- Opening Delimiter -

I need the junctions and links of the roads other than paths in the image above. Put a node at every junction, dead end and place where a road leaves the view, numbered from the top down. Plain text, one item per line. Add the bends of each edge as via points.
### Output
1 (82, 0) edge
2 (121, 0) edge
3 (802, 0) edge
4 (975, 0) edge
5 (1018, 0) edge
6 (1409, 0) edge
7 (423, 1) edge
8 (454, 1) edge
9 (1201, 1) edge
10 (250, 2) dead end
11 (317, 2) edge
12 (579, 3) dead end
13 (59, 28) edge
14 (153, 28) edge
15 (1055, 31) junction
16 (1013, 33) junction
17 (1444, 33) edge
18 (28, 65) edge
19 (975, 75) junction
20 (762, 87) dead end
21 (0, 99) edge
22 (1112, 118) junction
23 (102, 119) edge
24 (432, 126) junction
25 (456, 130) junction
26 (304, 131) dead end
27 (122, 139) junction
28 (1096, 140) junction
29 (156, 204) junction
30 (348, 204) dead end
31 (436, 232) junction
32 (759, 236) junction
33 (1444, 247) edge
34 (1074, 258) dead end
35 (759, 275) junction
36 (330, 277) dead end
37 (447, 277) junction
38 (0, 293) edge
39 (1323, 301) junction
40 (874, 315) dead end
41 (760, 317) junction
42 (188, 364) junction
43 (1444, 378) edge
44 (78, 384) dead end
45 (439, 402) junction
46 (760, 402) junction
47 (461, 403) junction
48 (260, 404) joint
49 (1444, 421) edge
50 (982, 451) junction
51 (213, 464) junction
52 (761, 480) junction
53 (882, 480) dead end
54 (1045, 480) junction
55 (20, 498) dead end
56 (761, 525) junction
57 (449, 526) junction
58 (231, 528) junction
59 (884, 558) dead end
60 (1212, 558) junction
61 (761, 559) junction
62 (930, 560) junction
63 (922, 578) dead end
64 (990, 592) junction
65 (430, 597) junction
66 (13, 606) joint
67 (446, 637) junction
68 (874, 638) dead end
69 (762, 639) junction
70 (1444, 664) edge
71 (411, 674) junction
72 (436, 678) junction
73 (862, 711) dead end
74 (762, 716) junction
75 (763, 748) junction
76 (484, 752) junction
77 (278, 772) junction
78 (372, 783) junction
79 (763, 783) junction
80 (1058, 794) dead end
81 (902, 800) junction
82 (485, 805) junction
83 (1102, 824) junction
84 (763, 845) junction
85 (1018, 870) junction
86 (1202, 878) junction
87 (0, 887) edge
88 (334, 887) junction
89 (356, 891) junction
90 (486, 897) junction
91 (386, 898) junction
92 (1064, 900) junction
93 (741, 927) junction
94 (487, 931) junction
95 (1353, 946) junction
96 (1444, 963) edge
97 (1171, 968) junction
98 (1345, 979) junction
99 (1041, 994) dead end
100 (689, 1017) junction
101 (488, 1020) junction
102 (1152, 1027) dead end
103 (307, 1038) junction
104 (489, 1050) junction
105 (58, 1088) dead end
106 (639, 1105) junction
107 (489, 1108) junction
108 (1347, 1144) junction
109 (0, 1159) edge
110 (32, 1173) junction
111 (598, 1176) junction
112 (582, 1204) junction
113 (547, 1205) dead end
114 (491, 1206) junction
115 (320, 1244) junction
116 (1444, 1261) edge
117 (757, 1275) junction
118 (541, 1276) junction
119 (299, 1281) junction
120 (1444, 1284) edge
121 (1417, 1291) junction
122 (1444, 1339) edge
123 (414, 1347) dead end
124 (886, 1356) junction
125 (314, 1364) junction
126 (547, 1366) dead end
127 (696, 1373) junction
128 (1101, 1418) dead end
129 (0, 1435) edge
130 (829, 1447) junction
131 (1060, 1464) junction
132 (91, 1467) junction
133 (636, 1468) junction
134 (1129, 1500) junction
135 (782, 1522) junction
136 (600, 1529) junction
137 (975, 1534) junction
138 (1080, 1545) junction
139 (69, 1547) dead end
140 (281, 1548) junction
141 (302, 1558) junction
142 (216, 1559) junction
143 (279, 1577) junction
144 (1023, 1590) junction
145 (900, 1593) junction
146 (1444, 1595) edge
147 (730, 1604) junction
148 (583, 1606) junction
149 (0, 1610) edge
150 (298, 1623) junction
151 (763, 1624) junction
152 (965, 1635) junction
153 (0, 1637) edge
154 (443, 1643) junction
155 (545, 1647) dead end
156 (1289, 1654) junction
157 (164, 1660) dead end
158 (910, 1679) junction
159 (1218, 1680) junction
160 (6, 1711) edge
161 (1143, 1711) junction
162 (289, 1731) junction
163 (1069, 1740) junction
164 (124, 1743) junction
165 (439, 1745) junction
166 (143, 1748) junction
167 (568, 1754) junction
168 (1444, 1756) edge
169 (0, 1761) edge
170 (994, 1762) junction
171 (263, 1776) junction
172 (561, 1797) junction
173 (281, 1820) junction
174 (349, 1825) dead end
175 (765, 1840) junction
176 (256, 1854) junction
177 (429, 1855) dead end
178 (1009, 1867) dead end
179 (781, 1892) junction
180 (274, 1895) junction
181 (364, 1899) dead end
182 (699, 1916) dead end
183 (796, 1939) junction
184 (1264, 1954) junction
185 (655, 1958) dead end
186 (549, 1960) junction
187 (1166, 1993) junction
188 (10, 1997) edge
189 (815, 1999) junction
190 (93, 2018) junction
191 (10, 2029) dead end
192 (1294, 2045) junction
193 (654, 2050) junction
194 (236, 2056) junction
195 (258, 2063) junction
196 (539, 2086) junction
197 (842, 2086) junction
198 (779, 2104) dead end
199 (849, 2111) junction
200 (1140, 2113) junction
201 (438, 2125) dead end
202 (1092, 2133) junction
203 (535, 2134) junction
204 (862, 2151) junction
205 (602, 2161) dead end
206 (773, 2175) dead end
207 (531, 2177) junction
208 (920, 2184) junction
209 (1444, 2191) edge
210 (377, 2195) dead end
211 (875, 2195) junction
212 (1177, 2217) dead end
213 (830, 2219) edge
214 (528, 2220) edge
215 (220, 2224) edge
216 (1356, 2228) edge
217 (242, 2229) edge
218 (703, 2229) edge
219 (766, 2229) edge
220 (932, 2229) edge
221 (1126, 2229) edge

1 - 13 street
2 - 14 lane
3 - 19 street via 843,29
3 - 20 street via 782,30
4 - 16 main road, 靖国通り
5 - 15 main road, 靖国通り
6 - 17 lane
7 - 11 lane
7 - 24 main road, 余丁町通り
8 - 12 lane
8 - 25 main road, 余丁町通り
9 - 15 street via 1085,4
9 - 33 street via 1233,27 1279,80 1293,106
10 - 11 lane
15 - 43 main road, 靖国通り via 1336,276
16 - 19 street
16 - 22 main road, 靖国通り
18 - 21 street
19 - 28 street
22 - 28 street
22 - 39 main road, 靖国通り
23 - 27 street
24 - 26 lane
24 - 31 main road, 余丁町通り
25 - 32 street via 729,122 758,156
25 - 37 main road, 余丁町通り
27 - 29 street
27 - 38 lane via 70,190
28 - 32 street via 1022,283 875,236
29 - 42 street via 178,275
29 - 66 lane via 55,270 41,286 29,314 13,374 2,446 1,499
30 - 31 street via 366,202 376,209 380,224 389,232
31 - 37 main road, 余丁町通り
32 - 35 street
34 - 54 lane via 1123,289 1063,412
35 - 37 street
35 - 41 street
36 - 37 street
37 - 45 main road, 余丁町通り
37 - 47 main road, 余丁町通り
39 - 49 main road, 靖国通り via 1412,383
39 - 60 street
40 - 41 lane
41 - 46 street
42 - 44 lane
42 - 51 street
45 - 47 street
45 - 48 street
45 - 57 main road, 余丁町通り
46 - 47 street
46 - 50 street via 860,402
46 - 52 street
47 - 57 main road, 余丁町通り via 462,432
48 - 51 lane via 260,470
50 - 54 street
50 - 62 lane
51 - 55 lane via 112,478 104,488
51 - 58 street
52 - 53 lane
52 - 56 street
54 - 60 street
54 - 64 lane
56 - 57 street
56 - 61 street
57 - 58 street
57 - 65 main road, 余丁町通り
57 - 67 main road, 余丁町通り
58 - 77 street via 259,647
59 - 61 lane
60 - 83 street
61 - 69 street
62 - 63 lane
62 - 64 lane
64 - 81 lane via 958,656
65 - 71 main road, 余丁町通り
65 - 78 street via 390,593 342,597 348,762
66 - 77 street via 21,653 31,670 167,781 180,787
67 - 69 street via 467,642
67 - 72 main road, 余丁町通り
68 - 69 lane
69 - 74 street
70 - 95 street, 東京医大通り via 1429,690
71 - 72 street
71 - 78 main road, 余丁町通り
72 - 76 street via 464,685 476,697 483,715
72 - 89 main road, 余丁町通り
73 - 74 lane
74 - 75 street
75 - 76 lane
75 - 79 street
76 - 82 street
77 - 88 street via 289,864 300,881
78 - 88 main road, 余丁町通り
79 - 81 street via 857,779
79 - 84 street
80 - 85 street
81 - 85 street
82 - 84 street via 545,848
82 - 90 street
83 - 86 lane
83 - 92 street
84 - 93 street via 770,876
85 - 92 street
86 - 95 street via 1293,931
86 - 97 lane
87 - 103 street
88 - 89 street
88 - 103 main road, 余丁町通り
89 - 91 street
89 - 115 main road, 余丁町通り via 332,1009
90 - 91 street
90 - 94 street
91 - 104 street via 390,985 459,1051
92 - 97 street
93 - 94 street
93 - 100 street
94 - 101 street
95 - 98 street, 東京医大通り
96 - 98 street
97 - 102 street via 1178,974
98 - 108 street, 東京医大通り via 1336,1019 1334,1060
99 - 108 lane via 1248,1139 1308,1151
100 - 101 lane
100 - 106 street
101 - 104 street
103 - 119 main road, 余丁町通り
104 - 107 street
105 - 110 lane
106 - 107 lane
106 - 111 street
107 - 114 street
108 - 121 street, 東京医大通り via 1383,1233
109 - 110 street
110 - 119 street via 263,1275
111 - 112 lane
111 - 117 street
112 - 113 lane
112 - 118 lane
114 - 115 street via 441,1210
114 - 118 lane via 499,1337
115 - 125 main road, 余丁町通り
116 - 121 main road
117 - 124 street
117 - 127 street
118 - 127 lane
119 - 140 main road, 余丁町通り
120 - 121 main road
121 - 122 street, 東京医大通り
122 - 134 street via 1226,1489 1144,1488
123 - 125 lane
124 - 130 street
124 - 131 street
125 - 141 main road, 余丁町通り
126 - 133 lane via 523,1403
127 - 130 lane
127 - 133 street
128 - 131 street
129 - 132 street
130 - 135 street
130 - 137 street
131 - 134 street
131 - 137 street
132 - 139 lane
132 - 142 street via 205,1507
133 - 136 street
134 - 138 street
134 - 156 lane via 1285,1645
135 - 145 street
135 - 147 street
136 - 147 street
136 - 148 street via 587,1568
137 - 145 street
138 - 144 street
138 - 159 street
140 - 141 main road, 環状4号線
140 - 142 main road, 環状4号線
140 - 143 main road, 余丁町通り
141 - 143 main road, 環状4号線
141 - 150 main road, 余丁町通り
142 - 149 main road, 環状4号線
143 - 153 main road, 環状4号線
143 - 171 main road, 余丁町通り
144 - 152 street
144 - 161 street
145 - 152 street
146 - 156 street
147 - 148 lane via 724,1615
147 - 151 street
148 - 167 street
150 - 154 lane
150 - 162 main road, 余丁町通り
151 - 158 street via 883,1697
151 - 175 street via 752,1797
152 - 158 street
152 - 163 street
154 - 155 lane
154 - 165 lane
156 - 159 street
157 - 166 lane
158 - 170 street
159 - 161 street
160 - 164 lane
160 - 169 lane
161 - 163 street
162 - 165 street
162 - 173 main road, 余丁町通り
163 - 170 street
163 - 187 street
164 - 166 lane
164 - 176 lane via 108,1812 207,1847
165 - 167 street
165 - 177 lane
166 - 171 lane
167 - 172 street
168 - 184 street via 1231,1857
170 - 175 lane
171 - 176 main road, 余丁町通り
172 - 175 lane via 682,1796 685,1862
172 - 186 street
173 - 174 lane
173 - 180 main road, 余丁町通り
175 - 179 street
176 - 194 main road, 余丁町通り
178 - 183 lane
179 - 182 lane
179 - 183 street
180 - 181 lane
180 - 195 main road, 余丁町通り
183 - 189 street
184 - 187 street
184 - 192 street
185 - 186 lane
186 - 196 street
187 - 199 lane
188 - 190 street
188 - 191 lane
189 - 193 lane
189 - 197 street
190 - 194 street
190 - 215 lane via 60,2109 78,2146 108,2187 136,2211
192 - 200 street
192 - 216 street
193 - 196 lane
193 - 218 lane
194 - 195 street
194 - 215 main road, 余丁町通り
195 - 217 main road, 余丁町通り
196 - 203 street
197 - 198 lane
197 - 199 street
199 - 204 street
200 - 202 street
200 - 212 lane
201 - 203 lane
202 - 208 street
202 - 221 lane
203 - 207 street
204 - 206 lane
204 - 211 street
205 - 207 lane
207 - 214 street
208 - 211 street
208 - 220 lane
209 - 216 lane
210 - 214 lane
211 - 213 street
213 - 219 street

- Closing Delimiter -

-- EXERCISE AIM --
If a line above contains the word "靖国通り", list it.

-- ANSWER FOR THIS EXERCISE --
4 - 16 main road, 靖国通り
5 - 15 main road, 靖国通り
15 - 43 main road, 靖国通り via 1336,276
16 - 22 main road, 靖国通り
22 - 39 main road, 靖国通り
39 - 49 main road, 靖国通り via 1412,383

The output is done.